Entretien avec Jean-Christophe Chwat, Président du GPMSE Fédération

Le ministère de l’Intérieur vient de publier le Livre Blanc sur la sécurité intérieure. Les travaux avaient été lancés en mai 2019, autour de quatre groupes de travail, dont l’un portait sur le continuum de sécurité et un autre sur les évolutions technologies. Le GPMSE avait alors contribué aux réflexions, au mois de mars dernier, en remettant un rapport regroupant 12 préconisations argumentées, assorties de suggestions d’orientations, de mesures et de propositions d’évolutions législatives et réglementaires. Invité à une réunion organisée par le ministère de l’Intérieur, lundi 16 novembre, avec quelques autres représentants de fédérations professionnelles, associations et organisations, pour une présentation du Livre Blanc et le recueil des avis, le président du GPMSE Fédération nous livre son ressenti.
 « Une position plus affirmée de la sécurité privée dans le continuum de sécurité »

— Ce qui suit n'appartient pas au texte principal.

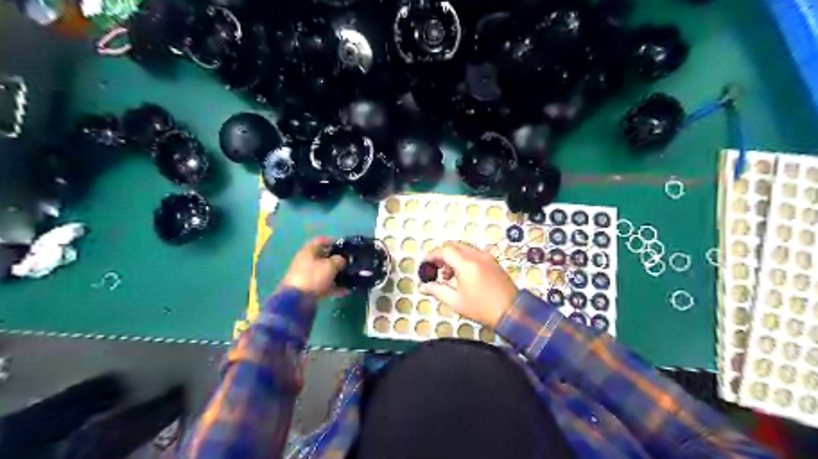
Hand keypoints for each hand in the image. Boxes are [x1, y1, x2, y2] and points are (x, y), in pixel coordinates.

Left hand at [281, 239, 343, 298]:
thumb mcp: (331, 265)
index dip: (332, 241)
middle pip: (322, 257)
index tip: (344, 246)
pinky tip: (345, 291)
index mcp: (308, 251)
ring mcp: (305, 276)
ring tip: (349, 278)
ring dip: (336, 275)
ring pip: (323, 272)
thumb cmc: (314, 277)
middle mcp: (305, 261)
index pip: (321, 241)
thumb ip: (339, 260)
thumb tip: (342, 260)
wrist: (296, 301)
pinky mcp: (307, 289)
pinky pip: (323, 285)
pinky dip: (333, 287)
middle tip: (348, 263)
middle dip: (336, 260)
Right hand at [417, 239, 513, 329]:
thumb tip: (424, 286)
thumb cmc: (484, 308)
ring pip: (463, 248)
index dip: (432, 255)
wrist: (512, 312)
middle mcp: (477, 256)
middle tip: (434, 268)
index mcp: (467, 264)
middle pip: (454, 246)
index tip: (425, 264)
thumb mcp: (456, 301)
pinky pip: (473, 253)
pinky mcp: (492, 261)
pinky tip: (461, 275)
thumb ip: (437, 290)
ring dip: (452, 257)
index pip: (444, 250)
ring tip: (447, 275)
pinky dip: (463, 259)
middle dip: (441, 255)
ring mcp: (487, 257)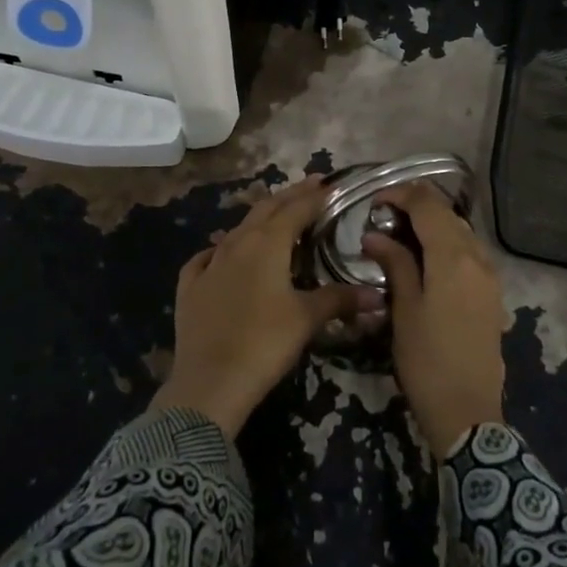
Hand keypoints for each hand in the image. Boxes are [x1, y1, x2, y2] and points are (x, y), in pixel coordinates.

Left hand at [154, 177, 380, 436]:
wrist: (210, 382)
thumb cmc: (265, 343)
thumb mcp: (307, 319)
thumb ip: (340, 299)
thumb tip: (376, 295)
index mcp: (267, 244)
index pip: (296, 209)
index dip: (314, 196)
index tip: (329, 184)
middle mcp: (237, 244)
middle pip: (265, 210)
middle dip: (289, 196)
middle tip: (309, 186)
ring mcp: (210, 264)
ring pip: (237, 230)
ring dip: (258, 219)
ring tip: (274, 215)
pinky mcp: (190, 287)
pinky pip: (206, 258)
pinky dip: (220, 249)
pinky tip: (221, 253)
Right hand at [363, 182, 505, 453]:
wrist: (468, 412)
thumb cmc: (427, 361)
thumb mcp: (404, 310)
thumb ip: (395, 264)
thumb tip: (376, 235)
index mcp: (453, 257)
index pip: (428, 206)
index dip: (401, 195)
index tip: (375, 200)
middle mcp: (477, 258)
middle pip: (448, 215)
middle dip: (417, 207)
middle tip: (384, 216)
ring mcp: (490, 276)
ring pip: (462, 232)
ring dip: (434, 224)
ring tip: (403, 234)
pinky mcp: (493, 293)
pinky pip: (470, 253)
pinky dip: (448, 244)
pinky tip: (428, 259)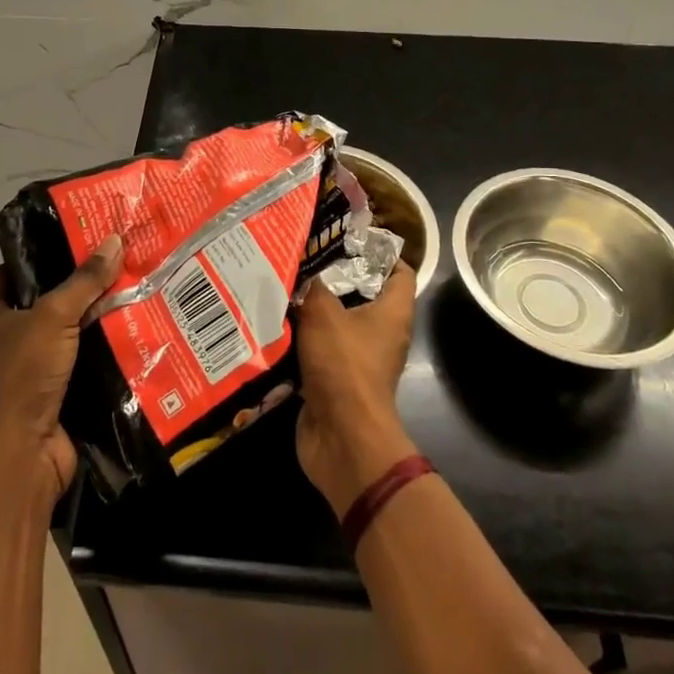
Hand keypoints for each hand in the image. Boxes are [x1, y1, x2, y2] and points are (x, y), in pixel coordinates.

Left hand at [0, 235, 121, 499]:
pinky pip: (89, 362)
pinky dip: (109, 349)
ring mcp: (36, 370)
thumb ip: (84, 280)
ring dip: (99, 317)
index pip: (6, 274)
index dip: (32, 255)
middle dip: (79, 284)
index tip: (69, 239)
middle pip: (47, 302)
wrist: (24, 453)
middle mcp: (11, 341)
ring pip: (72, 332)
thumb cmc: (24, 375)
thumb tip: (114, 240)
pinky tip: (139, 330)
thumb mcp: (53, 317)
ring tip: (136, 287)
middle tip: (116, 260)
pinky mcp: (62, 392)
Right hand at [294, 262, 419, 516]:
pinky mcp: (336, 380)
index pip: (399, 271)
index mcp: (393, 312)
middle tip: (302, 255)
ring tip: (281, 282)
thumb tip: (299, 265)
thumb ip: (311, 286)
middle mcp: (381, 333)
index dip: (380, 250)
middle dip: (334, 276)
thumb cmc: (344, 366)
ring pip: (336, 322)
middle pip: (363, 294)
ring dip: (312, 308)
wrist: (341, 437)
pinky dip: (300, 338)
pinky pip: (319, 349)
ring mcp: (359, 359)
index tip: (347, 235)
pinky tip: (273, 321)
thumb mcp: (323, 314)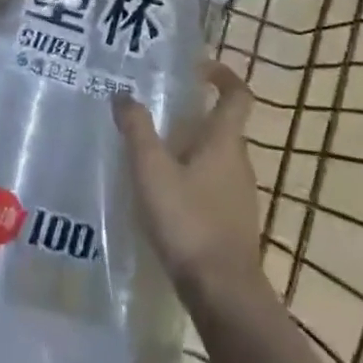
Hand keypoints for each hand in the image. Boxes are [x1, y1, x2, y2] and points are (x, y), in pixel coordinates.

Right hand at [113, 60, 263, 297]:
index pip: (237, 95)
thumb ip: (137, 129)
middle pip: (222, 126)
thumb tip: (122, 94)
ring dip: (191, 149)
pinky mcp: (234, 224)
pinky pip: (214, 186)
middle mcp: (239, 162)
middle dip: (194, 114)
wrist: (224, 295)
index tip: (198, 67)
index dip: (223, 75)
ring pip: (217, 158)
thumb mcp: (151, 170)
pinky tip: (165, 196)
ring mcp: (240, 196)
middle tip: (158, 111)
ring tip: (154, 152)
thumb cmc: (188, 221)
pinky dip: (193, 179)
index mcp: (224, 141)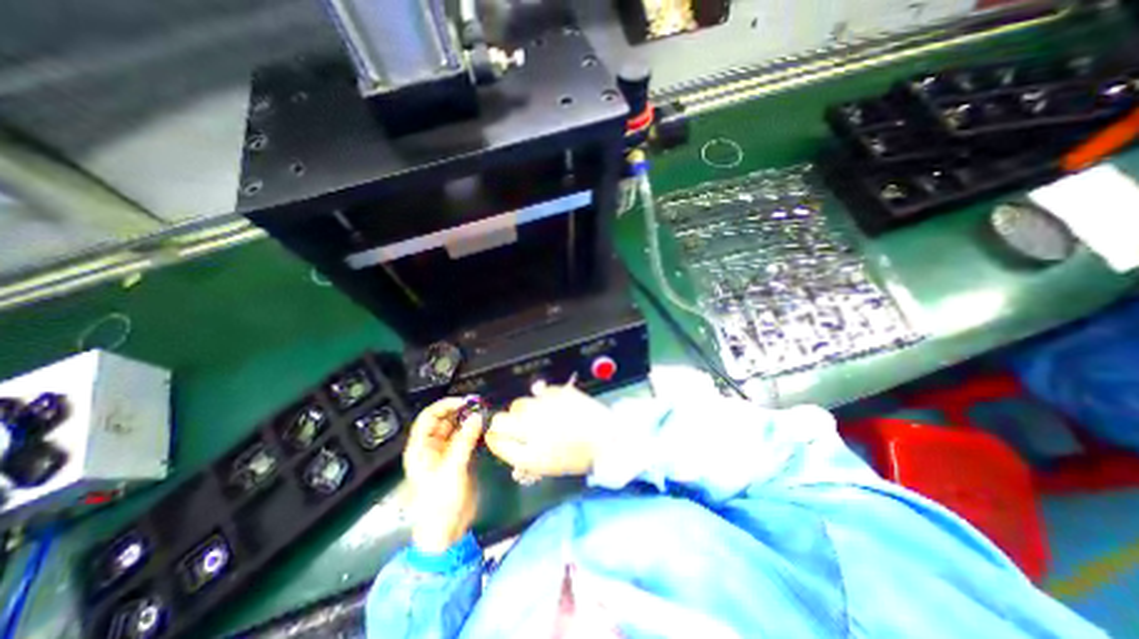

Ce Livre Blanc indique qu’il faut « tendre vers une position encore plus affirmée de la sécurité privée dans le continuum de sécurité », l’objectif étant de « ne plus se limiter à une coopération circonstancielle avec les forces de sécurité intérieure mais de faire émerger la sécurité privée comme un acteur à part entière du continuum. » Aussi, pour Jean-Christophe Chwat, ce document est porteur de trois bonnes nouvelles : « tout d’abord, il traite de la sécurité, de façon globale. En outre, le concept de continuum de sécurité, régulièrement relaté, est enfin acté. Par ailleurs, au travers de la reprise des termes « technologies », « innovation », apparaît un réel duo humain et technologies, une avancée particulièrement notable. »

 

 

« Si la profession semble avoir été entendue, nous restons attentifs…. »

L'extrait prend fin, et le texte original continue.